[RECORDS FOR THE EXERCISE — start]

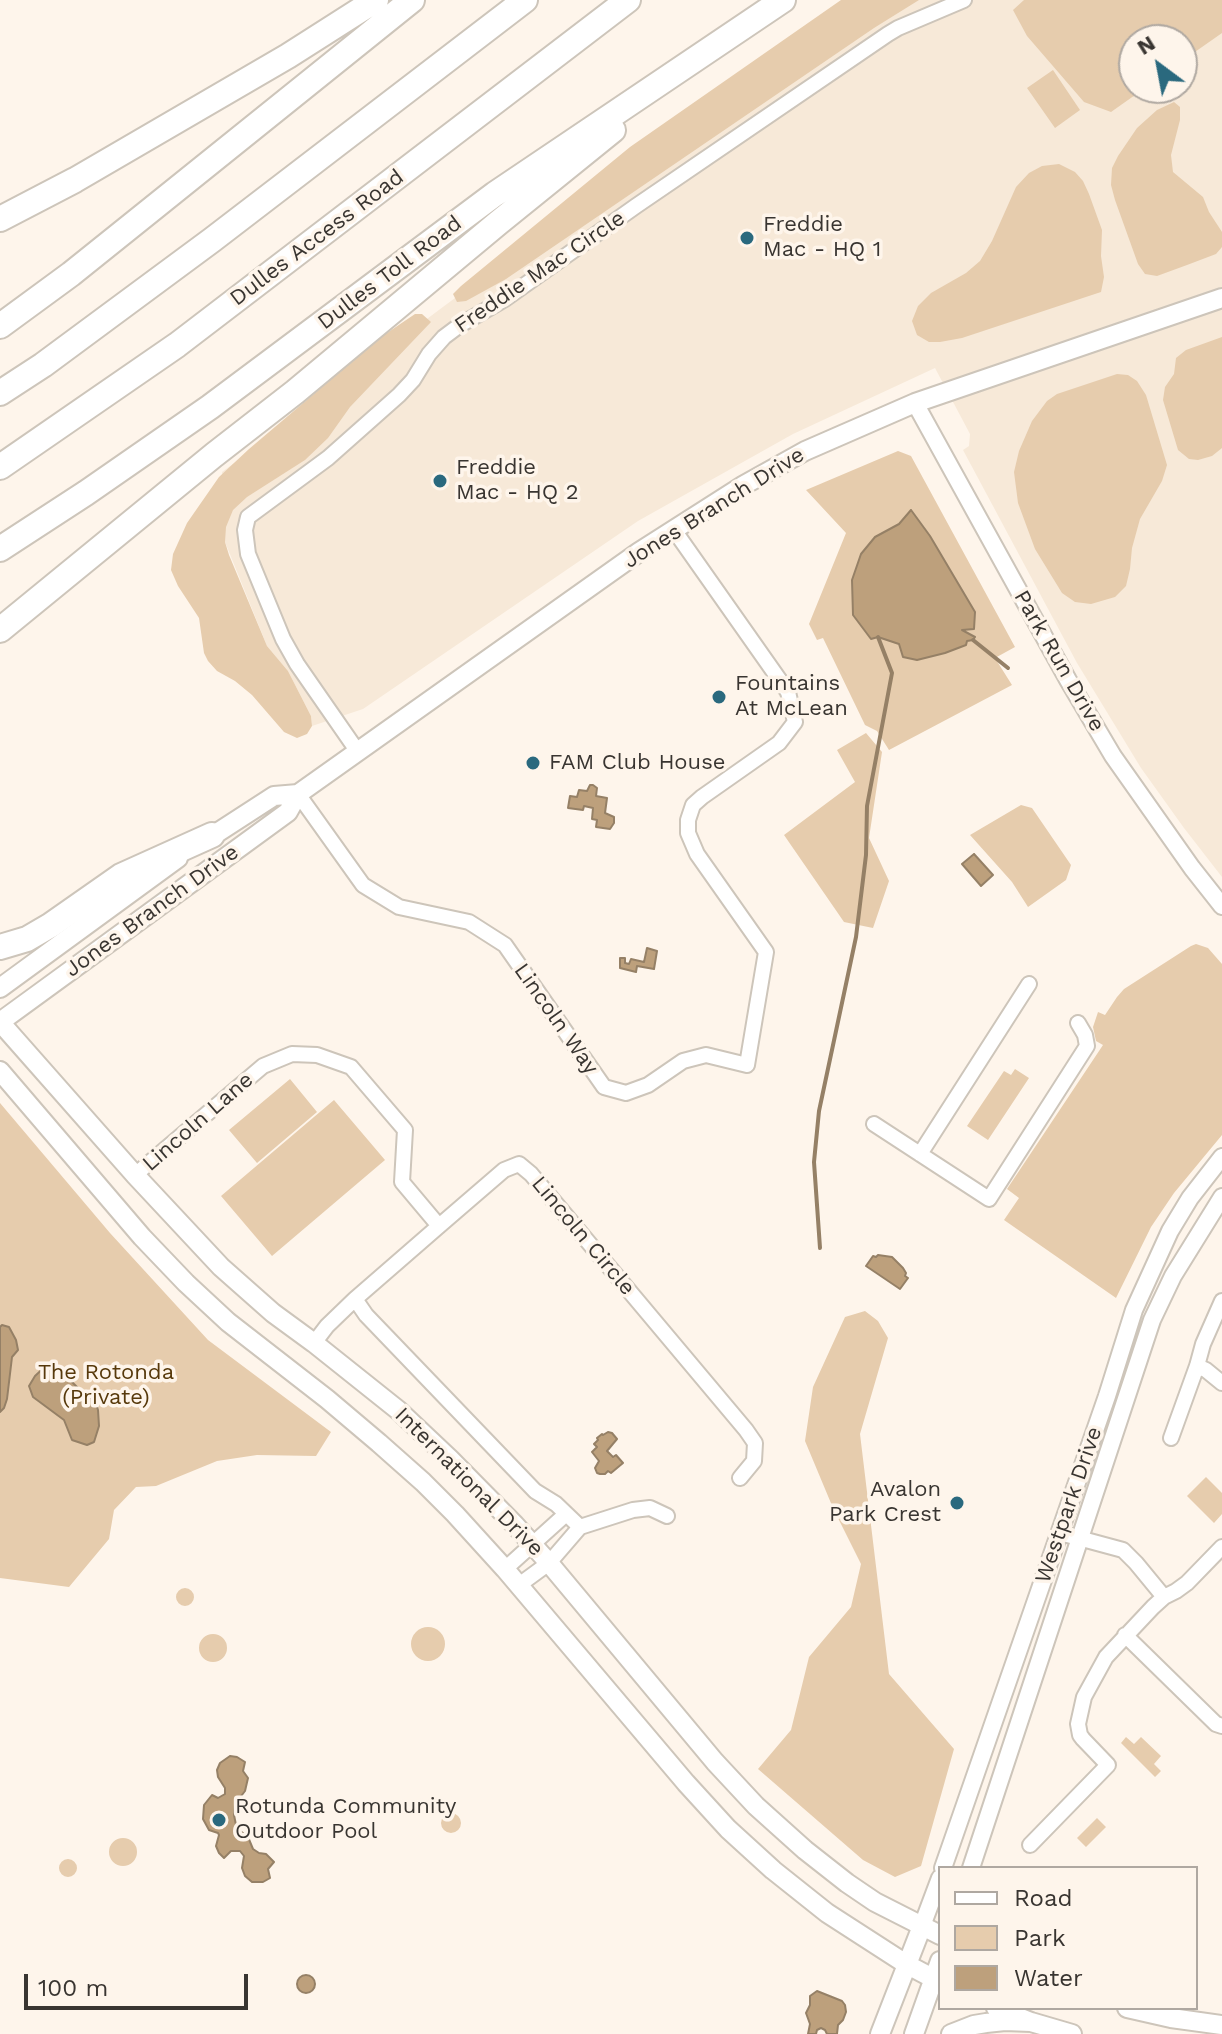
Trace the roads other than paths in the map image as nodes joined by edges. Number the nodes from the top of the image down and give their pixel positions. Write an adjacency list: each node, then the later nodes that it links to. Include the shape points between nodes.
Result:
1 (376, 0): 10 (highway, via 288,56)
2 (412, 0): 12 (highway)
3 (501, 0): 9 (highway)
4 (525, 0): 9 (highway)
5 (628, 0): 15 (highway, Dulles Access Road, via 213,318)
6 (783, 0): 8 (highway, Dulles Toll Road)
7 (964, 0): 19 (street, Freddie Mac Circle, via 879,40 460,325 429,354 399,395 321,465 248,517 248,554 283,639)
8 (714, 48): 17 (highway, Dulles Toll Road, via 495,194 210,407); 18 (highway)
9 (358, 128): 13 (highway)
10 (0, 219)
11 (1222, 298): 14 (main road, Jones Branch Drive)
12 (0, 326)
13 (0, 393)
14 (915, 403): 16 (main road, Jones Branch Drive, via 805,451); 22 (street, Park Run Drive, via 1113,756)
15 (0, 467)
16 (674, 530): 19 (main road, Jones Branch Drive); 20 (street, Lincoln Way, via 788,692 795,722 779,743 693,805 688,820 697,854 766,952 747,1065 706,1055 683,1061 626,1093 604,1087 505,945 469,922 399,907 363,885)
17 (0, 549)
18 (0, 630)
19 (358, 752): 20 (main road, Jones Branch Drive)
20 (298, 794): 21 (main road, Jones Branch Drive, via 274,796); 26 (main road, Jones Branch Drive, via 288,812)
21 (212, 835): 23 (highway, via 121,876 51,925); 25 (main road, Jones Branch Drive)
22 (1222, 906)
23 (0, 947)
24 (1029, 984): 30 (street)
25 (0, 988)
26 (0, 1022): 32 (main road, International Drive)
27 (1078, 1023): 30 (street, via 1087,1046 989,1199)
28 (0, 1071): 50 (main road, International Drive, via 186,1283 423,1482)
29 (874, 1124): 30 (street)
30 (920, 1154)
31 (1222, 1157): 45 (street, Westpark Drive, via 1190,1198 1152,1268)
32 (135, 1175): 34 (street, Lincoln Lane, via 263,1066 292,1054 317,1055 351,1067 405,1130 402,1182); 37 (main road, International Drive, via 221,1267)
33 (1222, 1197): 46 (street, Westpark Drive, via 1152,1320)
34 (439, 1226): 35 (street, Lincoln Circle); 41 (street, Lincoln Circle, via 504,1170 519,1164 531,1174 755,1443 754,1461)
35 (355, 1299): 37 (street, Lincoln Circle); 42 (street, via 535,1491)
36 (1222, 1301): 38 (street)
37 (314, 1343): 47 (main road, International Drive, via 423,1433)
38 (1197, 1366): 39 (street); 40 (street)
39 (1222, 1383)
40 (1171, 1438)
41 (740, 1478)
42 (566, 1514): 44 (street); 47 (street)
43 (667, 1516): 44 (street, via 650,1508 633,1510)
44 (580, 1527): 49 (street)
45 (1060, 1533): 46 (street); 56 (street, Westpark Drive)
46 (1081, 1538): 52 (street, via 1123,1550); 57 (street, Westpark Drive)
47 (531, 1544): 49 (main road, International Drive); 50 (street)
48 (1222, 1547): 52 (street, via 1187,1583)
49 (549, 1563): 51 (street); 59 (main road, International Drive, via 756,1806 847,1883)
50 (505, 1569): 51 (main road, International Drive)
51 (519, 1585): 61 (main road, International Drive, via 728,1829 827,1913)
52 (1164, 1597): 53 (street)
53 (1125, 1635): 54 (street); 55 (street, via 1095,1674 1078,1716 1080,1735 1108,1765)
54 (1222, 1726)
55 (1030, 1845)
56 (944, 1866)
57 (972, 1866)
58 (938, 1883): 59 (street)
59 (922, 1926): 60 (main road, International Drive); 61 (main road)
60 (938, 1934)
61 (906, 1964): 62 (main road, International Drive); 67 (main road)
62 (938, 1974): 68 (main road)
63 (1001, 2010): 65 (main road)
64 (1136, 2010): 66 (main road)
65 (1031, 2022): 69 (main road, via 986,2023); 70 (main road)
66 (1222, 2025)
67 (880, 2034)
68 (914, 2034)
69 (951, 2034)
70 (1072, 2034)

[RECORDS FOR THE EXERCISE — finish]
[RECORDS FOR THE EXERCISE — start]

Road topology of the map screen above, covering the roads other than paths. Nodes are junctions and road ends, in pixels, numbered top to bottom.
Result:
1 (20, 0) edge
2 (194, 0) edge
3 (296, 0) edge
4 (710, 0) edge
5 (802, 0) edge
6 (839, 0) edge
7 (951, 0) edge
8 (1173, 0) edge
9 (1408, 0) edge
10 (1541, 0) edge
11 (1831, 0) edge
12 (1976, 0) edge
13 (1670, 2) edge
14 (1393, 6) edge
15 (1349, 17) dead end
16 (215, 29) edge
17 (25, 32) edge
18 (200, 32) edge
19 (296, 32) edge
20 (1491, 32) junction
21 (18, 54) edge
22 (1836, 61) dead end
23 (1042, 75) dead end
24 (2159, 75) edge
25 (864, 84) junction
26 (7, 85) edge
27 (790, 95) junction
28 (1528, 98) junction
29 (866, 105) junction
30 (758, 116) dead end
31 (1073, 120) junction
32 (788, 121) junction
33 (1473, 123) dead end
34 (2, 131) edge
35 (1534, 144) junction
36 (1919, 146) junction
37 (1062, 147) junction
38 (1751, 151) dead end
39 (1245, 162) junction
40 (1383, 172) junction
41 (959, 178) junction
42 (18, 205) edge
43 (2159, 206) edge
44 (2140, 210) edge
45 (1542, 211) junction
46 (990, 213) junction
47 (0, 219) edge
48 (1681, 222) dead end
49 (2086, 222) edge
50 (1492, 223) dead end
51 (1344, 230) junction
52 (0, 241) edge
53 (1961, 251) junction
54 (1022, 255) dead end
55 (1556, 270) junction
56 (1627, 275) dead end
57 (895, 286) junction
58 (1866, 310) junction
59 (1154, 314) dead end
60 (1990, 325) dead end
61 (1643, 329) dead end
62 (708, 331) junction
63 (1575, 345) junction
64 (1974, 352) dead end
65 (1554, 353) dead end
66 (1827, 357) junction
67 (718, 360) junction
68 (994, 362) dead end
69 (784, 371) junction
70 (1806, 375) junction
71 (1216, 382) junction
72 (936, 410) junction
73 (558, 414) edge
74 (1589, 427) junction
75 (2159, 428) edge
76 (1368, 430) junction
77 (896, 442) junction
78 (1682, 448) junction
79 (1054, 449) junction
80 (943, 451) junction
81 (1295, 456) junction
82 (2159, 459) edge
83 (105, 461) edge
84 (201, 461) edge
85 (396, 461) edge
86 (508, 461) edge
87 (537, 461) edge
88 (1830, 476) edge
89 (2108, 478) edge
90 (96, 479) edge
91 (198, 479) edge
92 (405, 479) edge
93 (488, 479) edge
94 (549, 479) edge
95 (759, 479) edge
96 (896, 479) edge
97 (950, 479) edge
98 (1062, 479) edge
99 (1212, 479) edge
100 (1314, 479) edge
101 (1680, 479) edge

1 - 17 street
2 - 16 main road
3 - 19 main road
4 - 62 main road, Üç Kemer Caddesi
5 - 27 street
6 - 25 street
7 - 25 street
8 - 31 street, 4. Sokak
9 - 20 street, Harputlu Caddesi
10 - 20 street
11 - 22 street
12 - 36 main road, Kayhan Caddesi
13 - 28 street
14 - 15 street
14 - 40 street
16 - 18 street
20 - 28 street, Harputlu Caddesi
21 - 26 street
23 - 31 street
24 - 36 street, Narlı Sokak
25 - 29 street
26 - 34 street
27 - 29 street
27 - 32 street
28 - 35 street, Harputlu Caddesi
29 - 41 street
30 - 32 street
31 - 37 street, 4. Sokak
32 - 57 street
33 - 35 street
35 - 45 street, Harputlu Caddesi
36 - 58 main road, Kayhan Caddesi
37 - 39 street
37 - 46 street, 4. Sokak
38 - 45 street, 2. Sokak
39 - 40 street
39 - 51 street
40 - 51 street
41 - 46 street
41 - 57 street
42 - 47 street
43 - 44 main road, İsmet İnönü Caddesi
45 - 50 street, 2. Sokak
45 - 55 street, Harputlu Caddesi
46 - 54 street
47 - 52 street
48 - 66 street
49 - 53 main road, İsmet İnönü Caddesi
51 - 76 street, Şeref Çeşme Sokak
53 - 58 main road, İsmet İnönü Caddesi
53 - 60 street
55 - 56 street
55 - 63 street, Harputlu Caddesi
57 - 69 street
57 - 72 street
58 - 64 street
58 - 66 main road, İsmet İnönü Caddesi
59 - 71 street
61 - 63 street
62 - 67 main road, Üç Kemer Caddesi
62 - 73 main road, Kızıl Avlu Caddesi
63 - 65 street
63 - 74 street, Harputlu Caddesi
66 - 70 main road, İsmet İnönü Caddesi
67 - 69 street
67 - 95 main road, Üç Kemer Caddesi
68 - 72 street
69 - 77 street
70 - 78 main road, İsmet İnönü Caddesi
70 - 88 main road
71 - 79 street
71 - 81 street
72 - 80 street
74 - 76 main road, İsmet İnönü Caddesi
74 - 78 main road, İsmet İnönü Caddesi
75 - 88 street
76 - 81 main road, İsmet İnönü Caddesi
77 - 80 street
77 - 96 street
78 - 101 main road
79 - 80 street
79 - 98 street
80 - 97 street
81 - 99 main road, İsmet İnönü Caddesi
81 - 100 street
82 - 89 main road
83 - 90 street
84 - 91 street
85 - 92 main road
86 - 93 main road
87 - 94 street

[RECORDS FOR THE EXERCISE — finish]

WORK TASK:
Scan the records above, then copy out each line that mentions "İnönü".

SOLVED EXERCISE:
43 - 44 main road, İsmet İnönü Caddesi
49 - 53 main road, İsmet İnönü Caddesi
53 - 58 main road, İsmet İnönü Caddesi
58 - 66 main road, İsmet İnönü Caddesi
66 - 70 main road, İsmet İnönü Caddesi
70 - 78 main road, İsmet İnönü Caddesi
74 - 76 main road, İsmet İnönü Caddesi
74 - 78 main road, İsmet İnönü Caddesi
76 - 81 main road, İsmet İnönü Caddesi
81 - 99 main road, İsmet İnönü Caddesi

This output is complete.